--- Work instruction ---
Across the entries below, the lines containing "roads" should be counted and only their number returned.

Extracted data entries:
----------
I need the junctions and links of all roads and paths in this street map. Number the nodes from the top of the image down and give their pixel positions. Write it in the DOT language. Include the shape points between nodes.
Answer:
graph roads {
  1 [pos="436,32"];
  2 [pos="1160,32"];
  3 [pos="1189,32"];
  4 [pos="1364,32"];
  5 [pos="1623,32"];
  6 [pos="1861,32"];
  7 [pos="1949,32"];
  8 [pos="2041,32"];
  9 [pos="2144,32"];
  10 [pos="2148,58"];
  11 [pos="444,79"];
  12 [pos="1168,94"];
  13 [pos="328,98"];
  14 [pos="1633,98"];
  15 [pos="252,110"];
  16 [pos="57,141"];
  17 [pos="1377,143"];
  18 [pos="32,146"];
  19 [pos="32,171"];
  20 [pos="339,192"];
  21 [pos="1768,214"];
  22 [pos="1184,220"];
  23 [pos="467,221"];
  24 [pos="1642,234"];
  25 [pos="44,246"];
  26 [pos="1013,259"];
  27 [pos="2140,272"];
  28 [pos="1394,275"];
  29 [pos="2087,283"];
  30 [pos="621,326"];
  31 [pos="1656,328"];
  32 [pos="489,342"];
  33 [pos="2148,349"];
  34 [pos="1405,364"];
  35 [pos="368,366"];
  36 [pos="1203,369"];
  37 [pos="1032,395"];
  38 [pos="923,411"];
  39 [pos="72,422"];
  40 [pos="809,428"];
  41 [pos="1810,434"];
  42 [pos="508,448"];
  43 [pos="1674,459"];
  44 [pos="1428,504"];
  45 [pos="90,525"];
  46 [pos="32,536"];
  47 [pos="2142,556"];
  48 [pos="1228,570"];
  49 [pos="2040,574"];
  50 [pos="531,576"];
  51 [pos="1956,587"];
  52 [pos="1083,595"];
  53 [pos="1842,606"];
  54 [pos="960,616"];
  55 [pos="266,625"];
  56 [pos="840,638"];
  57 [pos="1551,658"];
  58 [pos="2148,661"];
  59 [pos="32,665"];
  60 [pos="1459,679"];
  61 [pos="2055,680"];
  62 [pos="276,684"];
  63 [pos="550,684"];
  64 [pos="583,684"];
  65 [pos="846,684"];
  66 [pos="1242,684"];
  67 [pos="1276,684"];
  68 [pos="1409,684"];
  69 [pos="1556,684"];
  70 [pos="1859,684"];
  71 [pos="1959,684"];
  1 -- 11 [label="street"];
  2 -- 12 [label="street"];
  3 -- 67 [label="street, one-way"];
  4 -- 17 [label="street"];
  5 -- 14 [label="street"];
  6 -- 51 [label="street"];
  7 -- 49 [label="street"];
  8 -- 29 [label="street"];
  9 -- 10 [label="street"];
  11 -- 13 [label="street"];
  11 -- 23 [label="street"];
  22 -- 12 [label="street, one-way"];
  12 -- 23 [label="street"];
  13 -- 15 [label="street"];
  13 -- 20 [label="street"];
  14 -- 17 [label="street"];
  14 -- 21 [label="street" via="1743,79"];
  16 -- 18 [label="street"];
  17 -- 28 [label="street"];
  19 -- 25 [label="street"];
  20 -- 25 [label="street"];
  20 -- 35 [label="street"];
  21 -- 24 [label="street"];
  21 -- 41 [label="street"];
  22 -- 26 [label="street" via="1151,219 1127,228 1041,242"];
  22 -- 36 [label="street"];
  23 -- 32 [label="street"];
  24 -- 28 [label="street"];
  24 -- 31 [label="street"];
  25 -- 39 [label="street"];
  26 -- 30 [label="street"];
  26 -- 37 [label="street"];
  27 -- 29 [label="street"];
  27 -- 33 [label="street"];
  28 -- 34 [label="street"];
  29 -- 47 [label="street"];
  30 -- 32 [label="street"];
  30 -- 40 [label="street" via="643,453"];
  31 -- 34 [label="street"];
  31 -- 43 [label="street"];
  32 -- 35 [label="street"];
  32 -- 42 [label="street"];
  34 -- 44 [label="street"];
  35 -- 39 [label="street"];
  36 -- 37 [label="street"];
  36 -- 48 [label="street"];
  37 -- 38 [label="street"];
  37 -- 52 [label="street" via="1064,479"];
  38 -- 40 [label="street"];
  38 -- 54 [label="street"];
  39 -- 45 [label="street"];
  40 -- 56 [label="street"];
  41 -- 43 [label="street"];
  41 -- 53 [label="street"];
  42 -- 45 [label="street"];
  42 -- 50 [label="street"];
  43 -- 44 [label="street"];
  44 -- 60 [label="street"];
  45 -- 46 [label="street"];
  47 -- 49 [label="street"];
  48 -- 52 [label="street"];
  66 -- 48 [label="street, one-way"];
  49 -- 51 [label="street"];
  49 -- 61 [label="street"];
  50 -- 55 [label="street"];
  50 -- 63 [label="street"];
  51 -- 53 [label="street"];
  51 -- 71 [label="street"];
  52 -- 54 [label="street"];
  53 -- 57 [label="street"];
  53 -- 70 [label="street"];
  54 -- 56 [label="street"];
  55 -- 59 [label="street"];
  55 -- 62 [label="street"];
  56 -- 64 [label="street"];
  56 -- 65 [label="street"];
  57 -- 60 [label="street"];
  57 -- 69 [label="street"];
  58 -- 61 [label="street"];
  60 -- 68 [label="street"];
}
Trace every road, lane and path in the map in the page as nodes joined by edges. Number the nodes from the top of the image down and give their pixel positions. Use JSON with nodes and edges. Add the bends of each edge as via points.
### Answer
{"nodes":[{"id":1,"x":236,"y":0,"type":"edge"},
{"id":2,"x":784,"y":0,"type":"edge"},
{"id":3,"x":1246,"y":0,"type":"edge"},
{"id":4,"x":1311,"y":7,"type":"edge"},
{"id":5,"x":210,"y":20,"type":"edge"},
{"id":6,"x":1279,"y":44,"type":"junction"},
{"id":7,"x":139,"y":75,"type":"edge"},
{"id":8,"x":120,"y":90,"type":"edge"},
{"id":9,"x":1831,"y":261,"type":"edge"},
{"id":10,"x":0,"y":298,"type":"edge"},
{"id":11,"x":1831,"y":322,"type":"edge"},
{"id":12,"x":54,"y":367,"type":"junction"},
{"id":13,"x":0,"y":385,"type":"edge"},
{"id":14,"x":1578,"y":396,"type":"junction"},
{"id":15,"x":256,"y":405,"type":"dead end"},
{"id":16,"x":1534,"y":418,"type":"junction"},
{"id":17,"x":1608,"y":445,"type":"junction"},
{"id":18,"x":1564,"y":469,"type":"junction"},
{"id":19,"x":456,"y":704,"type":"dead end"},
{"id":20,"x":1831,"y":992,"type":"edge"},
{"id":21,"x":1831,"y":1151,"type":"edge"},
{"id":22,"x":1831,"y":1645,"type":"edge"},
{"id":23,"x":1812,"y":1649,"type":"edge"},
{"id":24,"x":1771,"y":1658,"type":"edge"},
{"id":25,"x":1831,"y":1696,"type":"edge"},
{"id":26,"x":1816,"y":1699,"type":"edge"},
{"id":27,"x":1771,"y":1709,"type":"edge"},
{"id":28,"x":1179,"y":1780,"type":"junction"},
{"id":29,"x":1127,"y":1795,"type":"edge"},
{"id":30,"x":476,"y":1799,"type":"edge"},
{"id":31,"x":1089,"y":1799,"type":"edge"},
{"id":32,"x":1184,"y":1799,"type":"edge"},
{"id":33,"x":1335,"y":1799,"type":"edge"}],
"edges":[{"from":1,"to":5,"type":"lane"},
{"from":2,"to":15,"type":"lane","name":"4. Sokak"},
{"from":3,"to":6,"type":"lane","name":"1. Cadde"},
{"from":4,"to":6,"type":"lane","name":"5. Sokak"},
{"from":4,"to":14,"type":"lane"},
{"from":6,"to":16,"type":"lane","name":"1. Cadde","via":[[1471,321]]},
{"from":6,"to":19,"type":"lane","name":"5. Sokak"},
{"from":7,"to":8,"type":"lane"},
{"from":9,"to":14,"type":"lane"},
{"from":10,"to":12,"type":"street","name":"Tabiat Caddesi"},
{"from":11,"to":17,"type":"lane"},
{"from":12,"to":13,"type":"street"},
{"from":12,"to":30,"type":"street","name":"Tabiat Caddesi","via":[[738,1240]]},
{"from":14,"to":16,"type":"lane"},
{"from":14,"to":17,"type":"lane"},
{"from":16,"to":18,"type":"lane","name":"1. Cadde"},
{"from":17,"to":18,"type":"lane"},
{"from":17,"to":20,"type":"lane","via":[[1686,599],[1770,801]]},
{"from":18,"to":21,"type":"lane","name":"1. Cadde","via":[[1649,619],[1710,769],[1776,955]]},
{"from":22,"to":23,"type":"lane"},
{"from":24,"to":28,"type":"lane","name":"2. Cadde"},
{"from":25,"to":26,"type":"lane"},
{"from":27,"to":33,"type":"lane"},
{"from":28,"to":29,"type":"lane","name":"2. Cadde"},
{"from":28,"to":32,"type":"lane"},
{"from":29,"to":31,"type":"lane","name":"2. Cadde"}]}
----------
--- Exercise solution ---
2